Module: Mesa
Branch: main
Commit: dc1a18b0ed54e53b969c4143f3fb694463c956d8
URL:    
http://cgit.freedesktop.org/mesa/mesa/commit/?id=dc1a18b0ed54e53b969c4143f3fb694463c956d8

Author: Asahi Lina <[email protected]>
Date:   Wed May 10 15:57:55 2023 +0900

asahi: Lazily initialize batch state on first draw

We track buffers written by batches, but this gets messy when we end up
with an empty batch that is never submitted, since then it might have
taken over writer state from a prior already submitted batch (for its
framebuffers).

Instead of trying to track two tiers of resource writers, let's just
defer initializing batch state until we know we have a draw (or compute
launch, or clear).

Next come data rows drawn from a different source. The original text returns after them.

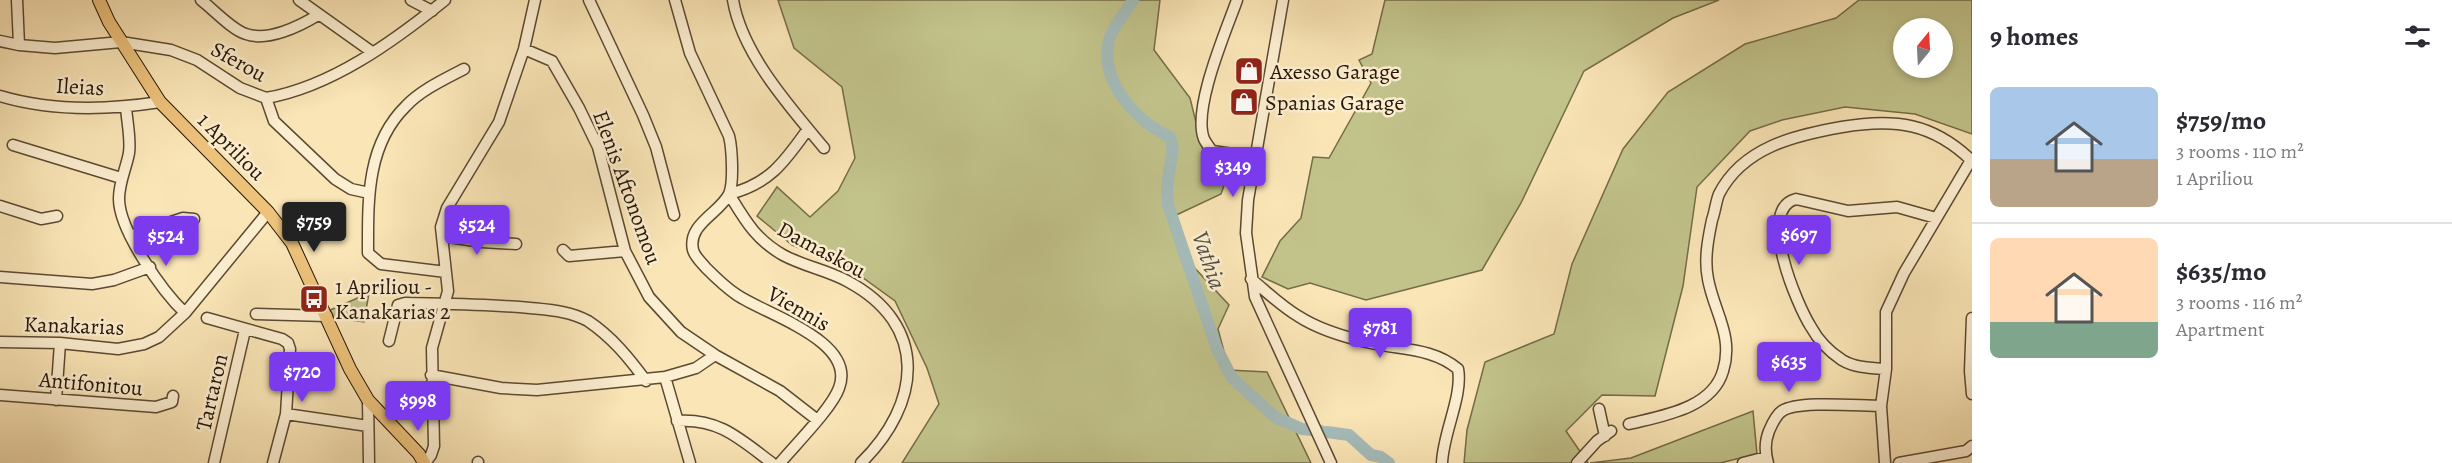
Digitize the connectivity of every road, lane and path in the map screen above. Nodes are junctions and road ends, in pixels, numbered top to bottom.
1 (17, 0) edge
2 (99, 0) edge
3 (201, 0) edge
4 (299, 0) edge
5 (411, 0) edge
6 (445, 0) edge
7 (535, 0) edge
8 (588, 0) edge
9 (675, 0) edge
10 (733, 0) edge
11 (1237, 0) edge
12 (1283, 0) edge
13 (432, 11) junction
14 (318, 15) junction
15 (0, 41) edge
16 (121, 42) junction
17 (19, 45) junction
18 (524, 49) junction
19 (372, 52) junction
20 (464, 69) dead end
21 (0, 96) edge
22 (266, 98) junction
23 (160, 102) junction
24 (126, 107) junction
25 (808, 129) junction
26 (13, 145) dead end
27 (824, 148) dead end
28 (1254, 157) junction
29 (1972, 161) edge
30 (121, 178) junction
31 (369, 193) junction
32 (729, 194) junction
33 (0, 206) edge
34 (268, 212) junction
35 (675, 215) dead end
36 (57, 216) dead end
37 (1936, 218) junction
38 (194, 219) dead end
39 (130, 236) junction
40 (442, 236) junction
41 (516, 244) dead end
42 (562, 250) dead end
43 (625, 251) junction
44 (150, 267) junction
45 (446, 272) junction
46 (0, 277) edge
47 (1251, 279) junction
48 (446, 304) junction
49 (185, 313) junction
50 (256, 314) dead end
51 (327, 316) junction
52 (207, 318) dead end
53 (1972, 318) edge
54 (245, 330) junction
55 (388, 341) dead end
56 (0, 342) edge
57 (60, 343) junction
58 (715, 355) junction
59 (1887, 369) junction
60 (431, 375) junction
61 (665, 377) junction
62 (646, 381) junction
63 (1972, 394) edge
64 (0, 395) edge
65 (173, 396) dead end
66 (56, 400) junction
67 (368, 400) junction
68 (1881, 406) junction
69 (1599, 409) dead end
70 (286, 414) junction
71 (816, 419) junction
72 (677, 421) junction
73 (1629, 424) dead end
74 (368, 426) junction
75 (1972, 446) edge
76 (1767, 460) edge
77 (214, 463) edge
78 (273, 463) edge
79 (369, 463) edge
80 (424, 463) edge
81 (690, 463) edge
82 (772, 463) edge
83 (780, 463) edge
84 (861, 463) edge
85 (1331, 463) edge
86 (1442, 463) edge
87 (1577, 463) edge
88 (1743, 463) edge
89 (1886, 463) edge
90 (1899, 463) edge

1 - 17 street
2 - 16 main road, 1 Apriliou
3 - 14 street
4 - 14 street
5 - 13 street
6 - 13 street
7 - 18 street
8 - 35 street
9 - 32 street
10 - 25 street
11 - 28 street
12 - 28 street
13 - 19 street
14 - 19 street
15 - 17 street, Sferou
16 - 17 street, Sferou
16 - 22 street, Sferou
16 - 23 main road, 1 Apriliou
18 - 40 street
18 - 43 street, Elenis Aftonomou
19 - 22 street
20 - 31 street
21 - 24 street, Ileias
22 - 31 street, Sferou
23 - 24 street, Ileias
23 - 34 main road, 1 Apriliou
24 - 30 street
25 - 27 street
25 - 32 street
26 - 30 street
28 - 47 street
29 - 37 street
29 - 73 street
30 - 39 street
31 - 45 street
32 - 71 street, Viennis
32 - 84 street, Damaskou
33 - 36 street
34 - 49 street, Kanakarias
34 - 51 main road, 1 Apriliou
37 - 59 street
37 - 59 street
38 - 39 street
39 - 44 street
40 - 41 street
40 - 45 street
42 - 43 street
43 - 58 street, Elenis Aftonomou
44 - 46 street
44 - 49 street
45 - 48 street
47 - 85 street
47 - 86 street
48 - 55 street
48 - 60 street
48 - 62 street
49 - 57 street, Kanakarias
50 - 51 street
51 - 67 main road, 1 Apriliou
52 - 54 street
53 - 63 street
54 - 70 street
54 - 77 street, Tartaron
56 - 57 street, Kanakarias
57 - 66 street
58 - 61 street
58 - 71 street, Elenis Aftonomou
59 - 68 street
60 - 62 street
60 - 80 street
61 - 62 street
61 - 72 street
64 - 66 street, Antifonitou
65 - 66 street, Antifonitou
67 - 74 street
67 - 80 main road, 1 Apriliou
68 - 76 street
68 - 89 street
69 - 87 street
70 - 74 street
70 - 78 street
71 - 83 street, Viennis
72 - 81 street
72 - 82 street
74 - 79 street
75 - 90 street
76 - 88 street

This means that if a batch is marked as a writer for
a buffer, we know it will not be an empty batch.

This should be a small performance win for empty batches (no need to
emit initial VDM state or run the writer code), but more impontantly it
eliminates the empty batch writer state revert corner case.

Signed-off-by: Asahi Lina <[email protected]>
Part-of: <https://gitlab.freedesktop.org/mesa/mesa/-/merge_requests/22971>

---

 src/gallium/drivers/asahi/agx_batch.c | 53 +++++------------------------------
 src/gallium/drivers/asahi/agx_pipe.c  |  5 ++++
 src/gallium/drivers/asahi/agx_state.c | 33 ++++++++++++++++++++++
 src/gallium/drivers/asahi/agx_state.h |  1 +
 4 files changed, 46 insertions(+), 46 deletions(-)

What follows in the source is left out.